RECORDED DATA:
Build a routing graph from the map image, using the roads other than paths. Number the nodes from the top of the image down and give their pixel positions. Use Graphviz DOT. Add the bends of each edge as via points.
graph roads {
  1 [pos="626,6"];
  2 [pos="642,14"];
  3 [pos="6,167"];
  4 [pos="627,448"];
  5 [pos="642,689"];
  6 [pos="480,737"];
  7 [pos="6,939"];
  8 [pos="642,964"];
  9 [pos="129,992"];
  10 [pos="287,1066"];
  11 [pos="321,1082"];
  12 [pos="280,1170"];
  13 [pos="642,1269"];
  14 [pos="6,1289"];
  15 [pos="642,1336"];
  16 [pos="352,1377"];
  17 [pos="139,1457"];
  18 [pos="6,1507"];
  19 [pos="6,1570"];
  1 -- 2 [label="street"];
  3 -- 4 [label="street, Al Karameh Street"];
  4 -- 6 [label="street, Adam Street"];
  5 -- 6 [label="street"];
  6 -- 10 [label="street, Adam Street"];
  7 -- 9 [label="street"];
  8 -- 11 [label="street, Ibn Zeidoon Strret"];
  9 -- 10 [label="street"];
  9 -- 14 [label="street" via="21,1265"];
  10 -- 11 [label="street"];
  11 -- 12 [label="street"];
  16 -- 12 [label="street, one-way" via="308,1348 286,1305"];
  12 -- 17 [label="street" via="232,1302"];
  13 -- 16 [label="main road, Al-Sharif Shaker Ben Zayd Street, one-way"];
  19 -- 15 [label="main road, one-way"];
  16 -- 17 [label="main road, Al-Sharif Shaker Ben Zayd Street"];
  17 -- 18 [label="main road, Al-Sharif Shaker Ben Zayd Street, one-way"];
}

ABOUT THIS TASK: Produce the number of lines in the data containing the string "roads", with nothing added.

SOLUTION BELOW: 2